◆ Instructions for the task
Across the entries below, determine how many lines include the word "bottom". State only the resulting number.

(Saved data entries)
_ _ _ _ _ _ _

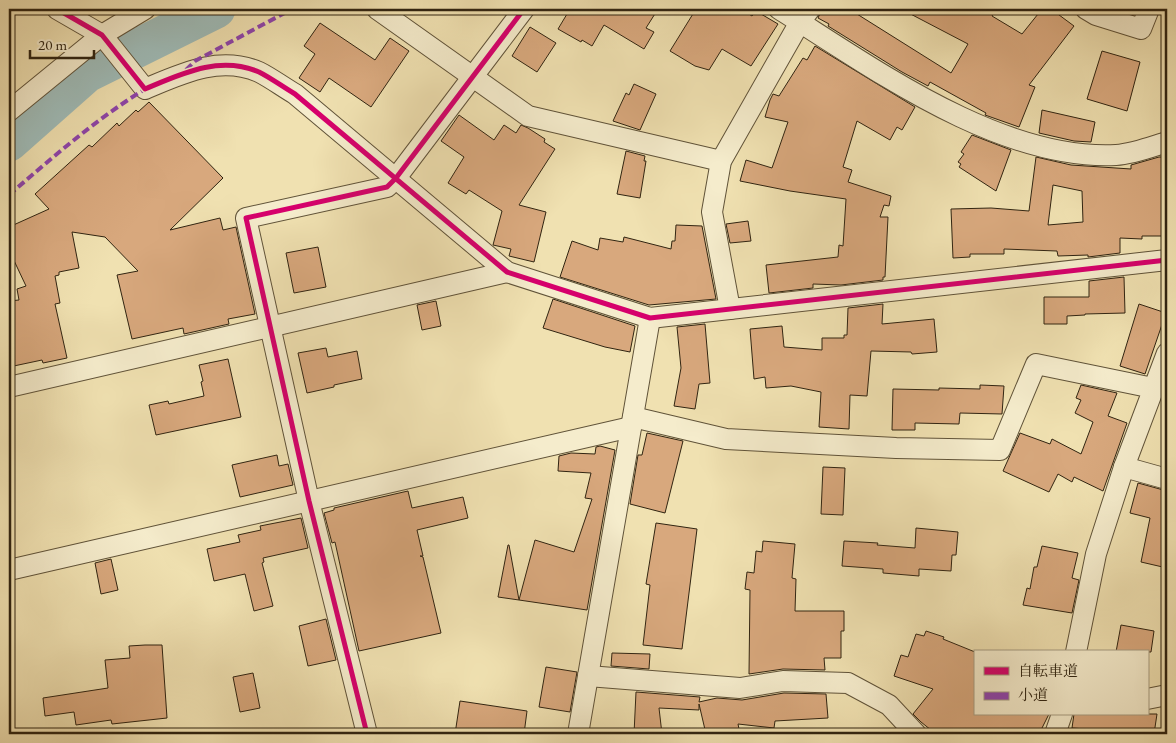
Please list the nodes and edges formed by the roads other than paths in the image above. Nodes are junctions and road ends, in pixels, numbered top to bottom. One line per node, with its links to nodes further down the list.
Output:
1 (56, 9): 9 (street)
2 (145, 9): 9 (street)
3 (377, 9): 10 (street)
4 (524, 9): 10 (street)
5 (779, 9): 8 (street)
6 (1086, 9): 7 (street)
7 (1149, 9)
8 (805, 15): 12 (street); 13 (street)
9 (106, 41): 11 (street); 14 (street)
10 (472, 76): 13 (street); 14 (street)
11 (9, 111)
12 (1167, 142)
13 (721, 161): 17 (street)
14 (396, 178): 16 (street); 19 (street)
15 (1167, 260): 17 (street)
16 (507, 272): 18 (street); 19 (street)
17 (730, 310): 18 (street)
18 (650, 318): 23 (street)
19 (270, 327): 21 (street); 26 (street)
20 (1167, 352): 22 (street)
21 (9, 387)
22 (1153, 388): 23 (street); 24 (street)
23 (632, 422): 26 (street); 29 (street)
24 (1124, 467): 25 (street); 28 (street)
25 (1167, 479)
26 (309, 501): 27 (street); 33 (street)
27 (9, 570)
28 (1076, 650)
29 (588, 676): 34 (street); 35 (street)
30 (1167, 695): 31 (street)
31 (1148, 699)
32 (1061, 716): 36 (street)
33 (367, 734)
34 (578, 734)
35 (916, 734)
36 (1055, 734)

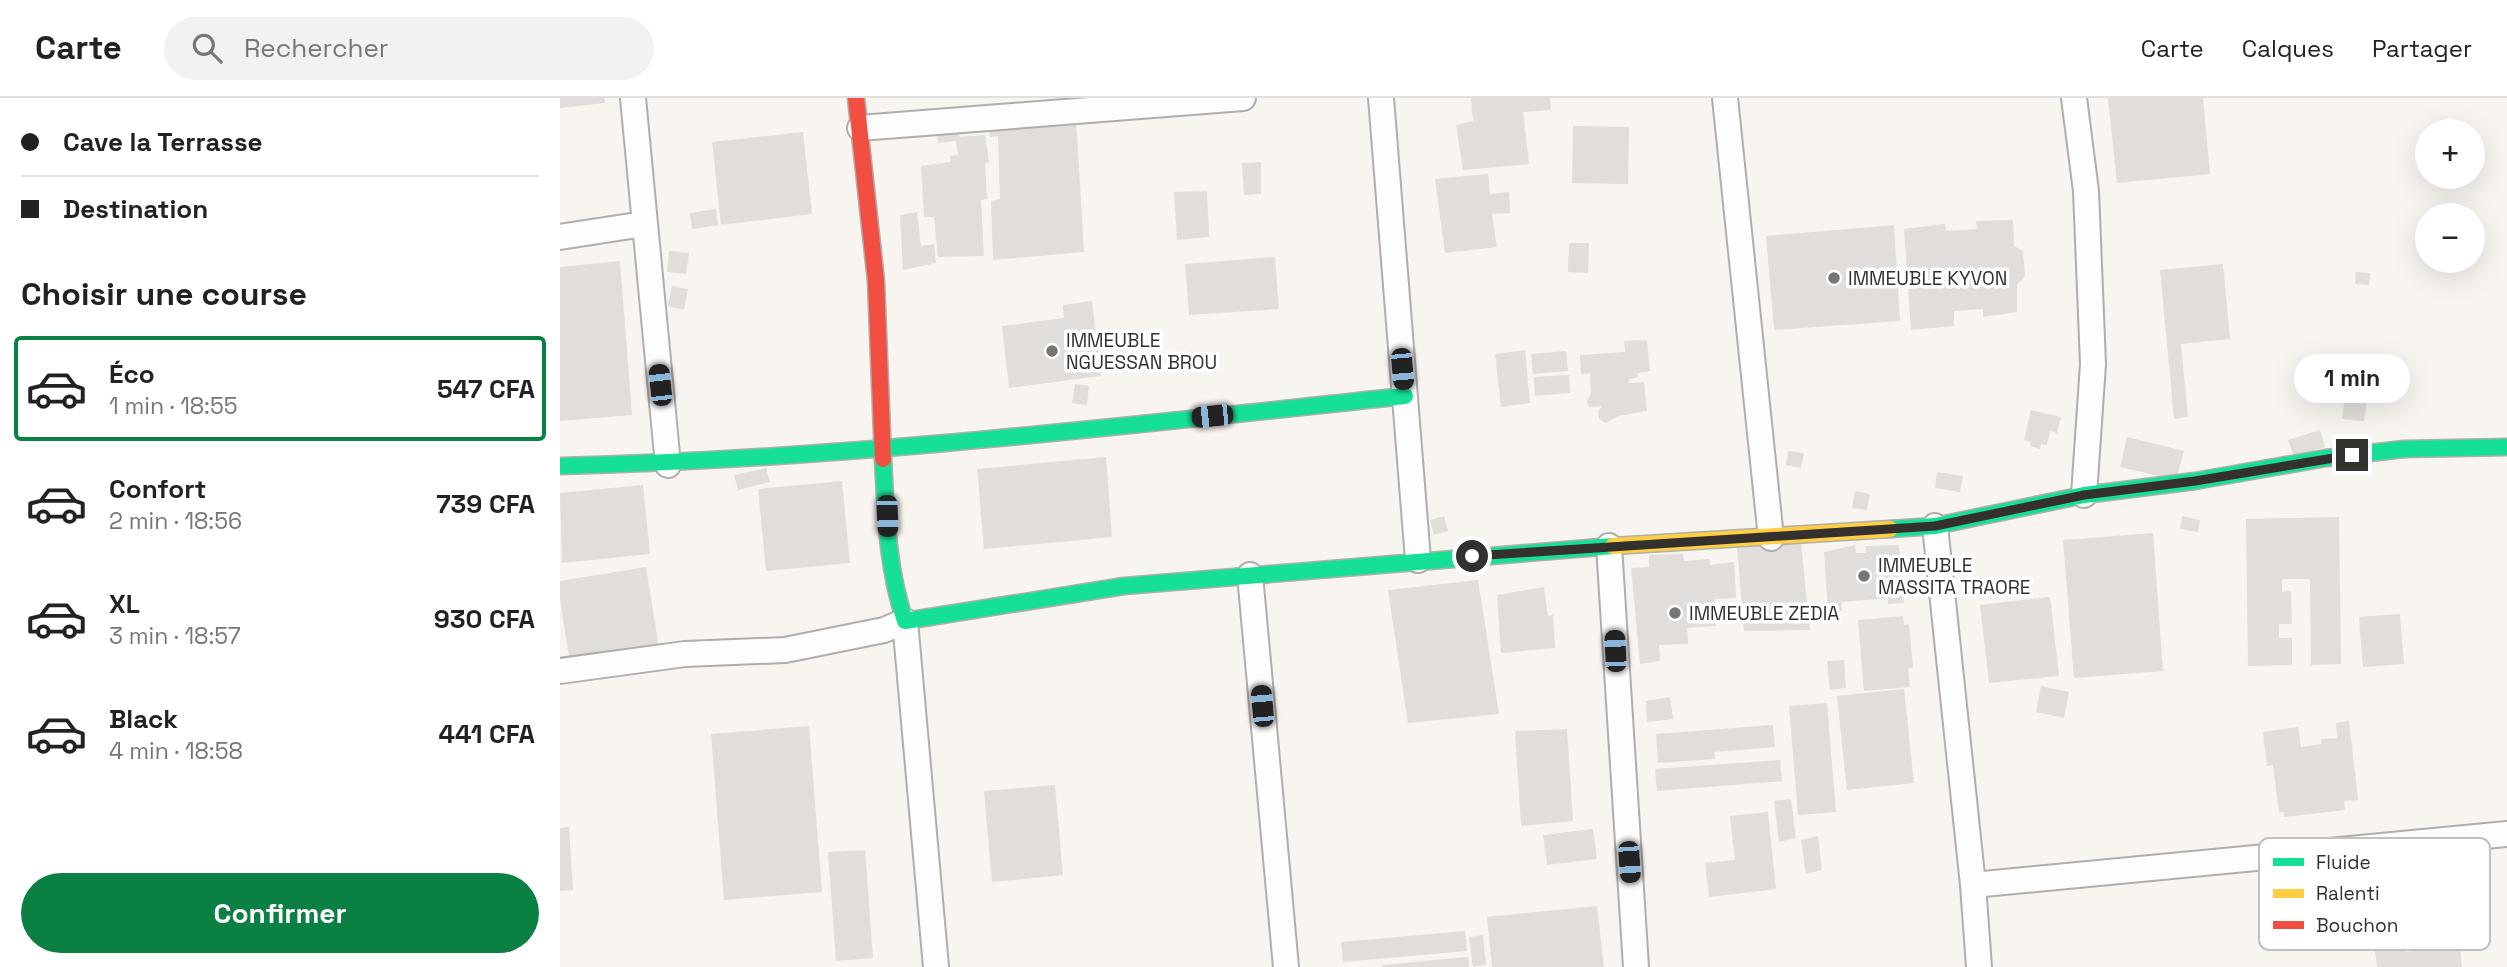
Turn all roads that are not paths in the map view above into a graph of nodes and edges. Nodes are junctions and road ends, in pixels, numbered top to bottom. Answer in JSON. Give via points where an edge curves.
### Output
{"nodes":[{"id":1,"x":633,"y":98,"type":"edge"},
{"id":2,"x":856,"y":98,"type":"edge"},
{"id":3,"x":1243,"y":98,"type":"edge"},
{"id":4,"x":1381,"y":98,"type":"edge"},
{"id":5,"x":1725,"y":98,"type":"edge"},
{"id":6,"x":2074,"y":98,"type":"edge"},
{"id":7,"x":860,"y":128,"type":"junction"},
{"id":8,"x":644,"y":225,"type":"junction"},
{"id":9,"x":560,"y":237,"type":"edge"},
{"id":10,"x":1405,"y":396,"type":"junction"},
{"id":11,"x":2507,"y":447,"type":"edge"},
{"id":12,"x":882,"y":450,"type":"junction"},
{"id":13,"x":668,"y":465,"type":"junction"},
{"id":14,"x":560,"y":466,"type":"edge"},
{"id":15,"x":2084,"y":495,"type":"junction"},
{"id":16,"x":1935,"y":526,"type":"junction"},
{"id":17,"x":1771,"y":538,"type":"junction"},
{"id":18,"x":1609,"y":546,"type":"junction"},
{"id":19,"x":1418,"y":560,"type":"junction"},
{"id":20,"x":1250,"y":575,"type":"junction"},
{"id":21,"x":905,"y":621,"type":"junction"},
{"id":22,"x":560,"y":671,"type":"edge"},
{"id":23,"x":2507,"y":834,"type":"edge"},
{"id":24,"x":2466,"y":838,"type":"edge"},
{"id":25,"x":2259,"y":858,"type":"edge"},
{"id":26,"x":1973,"y":886,"type":"junction"},
{"id":27,"x":936,"y":967,"type":"edge"},
{"id":28,"x":1286,"y":967,"type":"edge"},
{"id":29,"x":1636,"y":967,"type":"edge"},
{"id":30,"x":1979,"y":967,"type":"edge"}],
"edges":[{"from":1,"to":8,"type":"street"},
{"from":2,"to":7,"type":"street"},
{"from":3,"to":7,"type":"street"},
{"from":4,"to":10,"type":"street"},
{"from":5,"to":17,"type":"street"},
{"from":6,"to":15,"type":"street","via":[[2086,191],[2093,364]]},
{"from":7,"to":12,"type":"street","via":[[876,281]]},
{"from":8,"to":9,"type":"street"},
{"from":8,"to":13,"type":"street"},
{"from":10,"to":12,"type":"street"},
{"from":10,"to":19,"type":"street"},
{"from":11,"to":15,"type":"street","via":[[2326,458]]},
{"from":12,"to":13,"type":"street"},
{"from":12,"to":21,"type":"street","via":[[889,561]]},
{"from":13,"to":14,"type":"street"},
{"from":15,"to":16,"type":"street"},
{"from":16,"to":17,"type":"street"},
{"from":16,"to":26,"type":"street"},
{"from":17,"to":18,"type":"street"},
{"from":18,"to":19,"type":"street"},
{"from":18,"to":29,"type":"street"},
{"from":19,"to":20,"type":"street"},
{"from":20,"to":21,"type":"street","via":[[1124,586]]},
{"from":20,"to":28,"type":"street"},
{"from":21,"to":22,"type":"street","via":[[884,630],[785,650],[685,654]]},
{"from":21,"to":27,"type":"street"},
{"from":23,"to":24,"type":"street"},
{"from":25,"to":26,"type":"street"},
{"from":26,"to":30,"type":"street"}]}
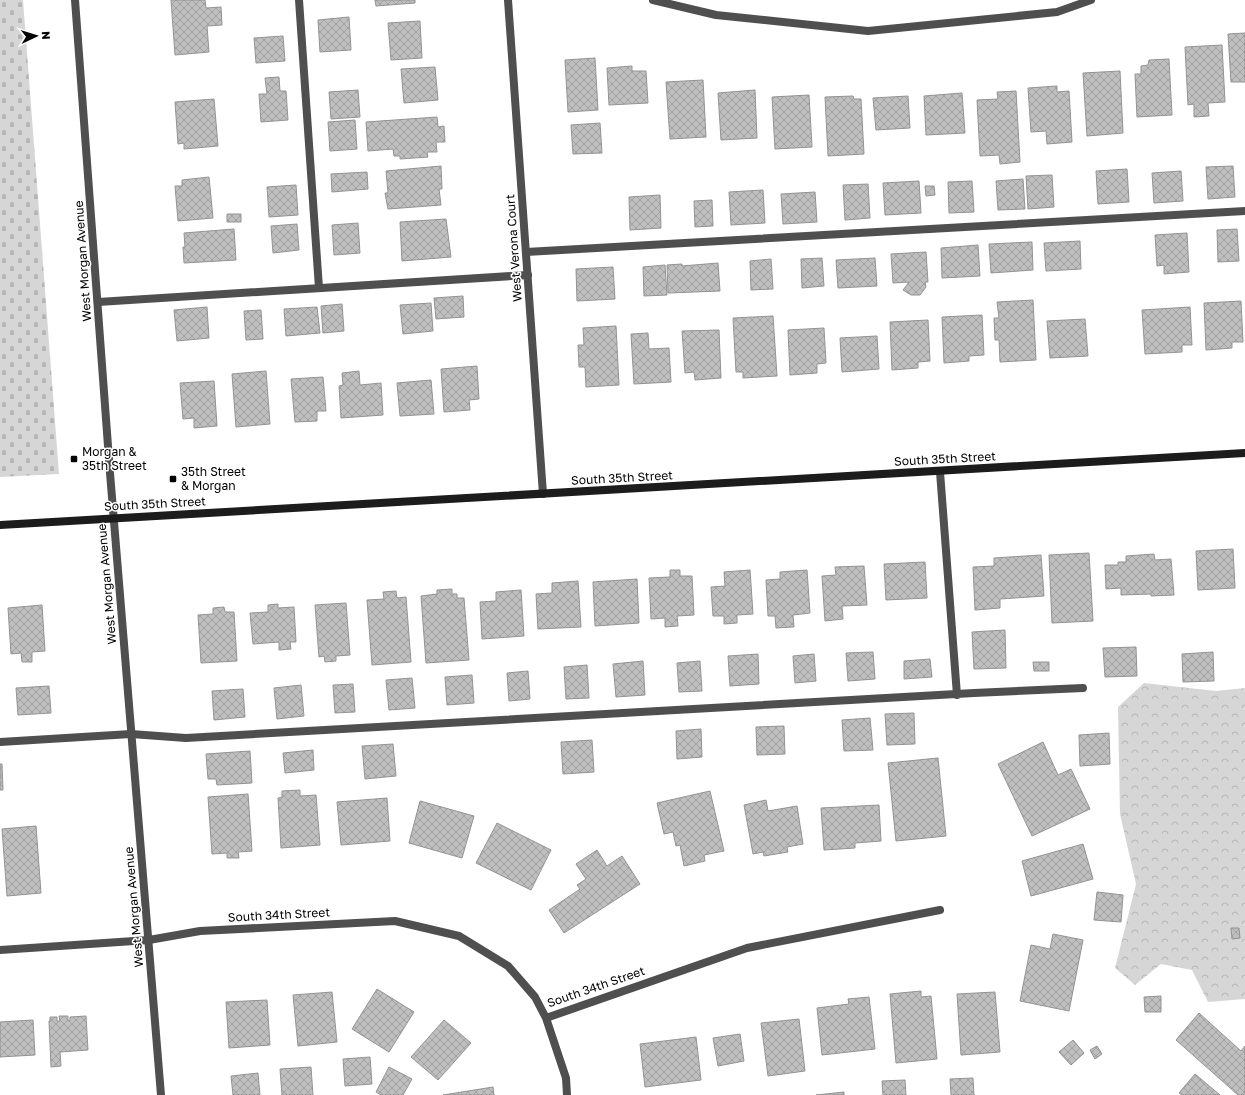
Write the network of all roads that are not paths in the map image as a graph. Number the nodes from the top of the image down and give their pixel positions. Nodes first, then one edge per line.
1 (75, 0) edge
2 (299, 0) edge
3 (508, 0) edge
4 (653, 0) edge
5 (1091, 0) edge
6 (1245, 211) edge
7 (526, 252) junction
8 (528, 275) junction
9 (319, 288) junction
10 (98, 302) junction
11 (1245, 453) edge
12 (940, 472) junction
13 (543, 494) junction
14 (114, 518) junction
15 (0, 525) edge
16 (1083, 688) dead end
17 (957, 695) junction
18 (131, 734) junction
19 (0, 742) edge
20 (940, 910) dead end
21 (149, 940) junction
22 (0, 950) edge
23 (546, 1018) junction
24 (161, 1095) edge
25 (567, 1095) edge

1 - 10 street, West Morgan Avenue
2 - 9 street
3 - 7 street, West Verona Court
4 - 5 street
6 - 7 street
7 - 8 street, West Verona Court
8 - 9 street
8 - 13 street, West Verona Court
9 - 10 street
10 - 14 street, West Morgan Avenue
11 - 12 main road, South 35th Street
12 - 13 main road, South 35th Street
12 - 17 street
13 - 14 main road, South 35th Street
14 - 15 main road, South 35th Street
14 - 18 street, West Morgan Avenue
16 - 17 street
17 - 18 street
18 - 19 street
18 - 21 street, West Morgan Avenue
20 - 23 street, South 34th Street
21 - 22 street, South 34th Street
21 - 23 street, South 34th Street
21 - 24 street, West Morgan Avenue
23 - 25 street

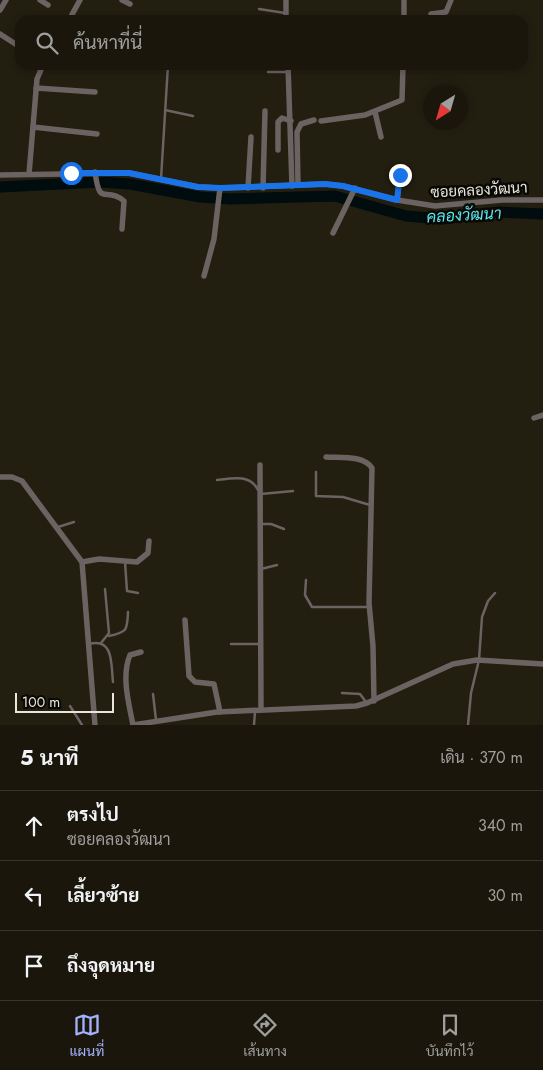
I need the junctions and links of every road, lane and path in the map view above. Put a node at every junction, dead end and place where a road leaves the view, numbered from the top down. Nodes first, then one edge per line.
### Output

_ _ _ _ _ _ _

◆ Response to this exercise
2